Nachdem die Fed die Zinssätze in einem kurzen Zeitraum und in einer stark verschuldeten Wirtschaft um über 4 % angehoben hat, verfügt sie nicht mehr über den großen Knüppel von früher. Daher muss es eine Priorität sein, die Stimme mit einer restriktiven Rhetorik und Entschlossenheit kräftig zu erheben.
Aktueller geldpolitischer Kurs
Die US-Notenbank hat im letzten Jahr ihren große Zinsknüppel geschwungen, um die Wirtschaft zu bremsen und die Inflation zu zügeln. Ihre geldpolitischen Maßnahmen sind aggressiver als alles, was wir in den letzten vierzig Jahren gesehen haben, haben sich aber bisher als weitgehend erfolglos erwiesen.
Das folgende Schaubild zeigt die Fed Funds Rate (blau) und ihre 12-monatige Änderungsrate (orange). Aus der gestrichelten orangefarbenen Linie geht hervor, dass die aktuelle 12-Monats-Änderungsrate der Fed Funds Rate doppelt so hoch ist wie in jedem anderen Zeitraum seit 1981.
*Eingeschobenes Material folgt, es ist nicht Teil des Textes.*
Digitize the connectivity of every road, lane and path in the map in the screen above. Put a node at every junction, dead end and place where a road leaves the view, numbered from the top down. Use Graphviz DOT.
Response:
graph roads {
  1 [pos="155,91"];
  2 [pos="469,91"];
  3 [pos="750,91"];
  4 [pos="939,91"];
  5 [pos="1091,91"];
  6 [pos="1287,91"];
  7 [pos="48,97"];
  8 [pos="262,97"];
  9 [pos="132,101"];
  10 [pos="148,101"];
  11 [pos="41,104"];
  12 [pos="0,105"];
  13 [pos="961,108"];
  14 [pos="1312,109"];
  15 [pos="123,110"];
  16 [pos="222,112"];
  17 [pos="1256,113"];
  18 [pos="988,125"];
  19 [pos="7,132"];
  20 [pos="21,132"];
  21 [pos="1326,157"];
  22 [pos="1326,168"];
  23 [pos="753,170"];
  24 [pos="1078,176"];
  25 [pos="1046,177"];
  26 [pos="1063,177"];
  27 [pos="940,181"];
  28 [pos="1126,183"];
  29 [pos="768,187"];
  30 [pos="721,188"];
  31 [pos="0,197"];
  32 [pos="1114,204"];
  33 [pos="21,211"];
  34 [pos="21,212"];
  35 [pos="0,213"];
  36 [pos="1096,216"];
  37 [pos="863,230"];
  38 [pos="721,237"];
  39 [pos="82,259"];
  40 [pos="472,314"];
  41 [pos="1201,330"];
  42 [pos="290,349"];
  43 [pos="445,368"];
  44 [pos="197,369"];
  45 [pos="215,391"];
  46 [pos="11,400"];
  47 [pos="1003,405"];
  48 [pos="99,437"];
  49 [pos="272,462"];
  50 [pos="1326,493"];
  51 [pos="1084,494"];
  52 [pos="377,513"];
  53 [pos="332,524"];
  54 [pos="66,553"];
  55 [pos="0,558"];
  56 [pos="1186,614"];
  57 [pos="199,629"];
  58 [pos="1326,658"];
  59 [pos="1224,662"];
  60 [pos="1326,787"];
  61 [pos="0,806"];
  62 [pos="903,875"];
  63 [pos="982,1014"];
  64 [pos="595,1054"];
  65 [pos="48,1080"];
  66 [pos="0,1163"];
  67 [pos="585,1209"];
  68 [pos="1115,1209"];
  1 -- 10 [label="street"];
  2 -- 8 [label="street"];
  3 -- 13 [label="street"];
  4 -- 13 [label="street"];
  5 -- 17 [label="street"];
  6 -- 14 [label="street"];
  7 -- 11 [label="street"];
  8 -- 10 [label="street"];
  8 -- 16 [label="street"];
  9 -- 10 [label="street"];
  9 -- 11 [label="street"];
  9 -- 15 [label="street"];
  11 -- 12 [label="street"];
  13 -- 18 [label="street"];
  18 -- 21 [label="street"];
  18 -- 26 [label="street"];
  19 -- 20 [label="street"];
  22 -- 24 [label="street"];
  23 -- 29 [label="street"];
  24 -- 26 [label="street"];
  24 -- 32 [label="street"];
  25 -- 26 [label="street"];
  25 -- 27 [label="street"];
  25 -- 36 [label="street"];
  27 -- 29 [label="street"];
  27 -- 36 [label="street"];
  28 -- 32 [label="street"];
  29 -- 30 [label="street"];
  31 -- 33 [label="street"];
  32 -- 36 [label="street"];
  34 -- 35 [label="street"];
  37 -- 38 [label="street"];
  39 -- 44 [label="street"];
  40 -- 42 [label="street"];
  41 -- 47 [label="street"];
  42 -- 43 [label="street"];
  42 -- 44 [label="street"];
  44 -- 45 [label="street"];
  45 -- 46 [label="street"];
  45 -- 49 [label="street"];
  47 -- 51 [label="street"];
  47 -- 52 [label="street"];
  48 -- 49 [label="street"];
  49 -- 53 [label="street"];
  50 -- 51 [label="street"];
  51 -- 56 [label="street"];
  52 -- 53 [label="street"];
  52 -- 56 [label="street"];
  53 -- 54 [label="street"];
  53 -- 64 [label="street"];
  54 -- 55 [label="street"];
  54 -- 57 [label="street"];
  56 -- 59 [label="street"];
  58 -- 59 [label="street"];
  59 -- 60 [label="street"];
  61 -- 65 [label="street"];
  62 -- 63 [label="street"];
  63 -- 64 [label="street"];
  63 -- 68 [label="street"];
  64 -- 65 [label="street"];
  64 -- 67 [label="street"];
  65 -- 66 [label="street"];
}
Die US-Leitzinsen liegen derzeit bei 4,50 % und werden in den kommenden Monaten aller Voraussicht nach auf 5,25 % steigen.
Trotz der kräftigen Zinserhöhungen befindet sich die Arbeitslosenquote nach wie vor auf dem niedrigsten Stand seit 50 Jahren, und das Bruttoinlandsprodukt BIP liegt über der natürlichen Wachstumsrate. Der Verbraucherpreisindex scheint seinen Höchststand erreicht zu haben, allerdings warnen die jüngsten Inflationsindikatoren, dass er auf einem höheren Niveau verharren könnte als von der Fed gewünscht. Auch wenn die Wirtschaft robust und die Inflation zu hoch erscheint, kann sich beides schnell ändern, wenn die sogenannte Leverage Tax zum Tragen kommt.
Die Leverage Tax
Wir verwenden den Begriff "Leverage Tax", um die Kosten der Zinsausgaben für die Wirtschaft zu beschreiben. Um dieses Konzept besser zu verstehen, denken Sie an den Kauf eines Autos auf Kredit. Der ursprüngliche Kauf wird Ihren Verbrauch zum betreffenden Zeitpunkt erheblich steigern. Die monatliche Zahlung für den Kredit reduziert jedoch die Menge der Güter und Dienstleistungen, die Sie konsumieren können, bis der Kredit getilgt ist, Ihr Einkommen steigt oder Sie eine Umschuldung zu einem niedrigeren Zinssatz vornehmen können. Der Kredit schränkt Ihre Möglichkeiten zum Geldausgeben ein.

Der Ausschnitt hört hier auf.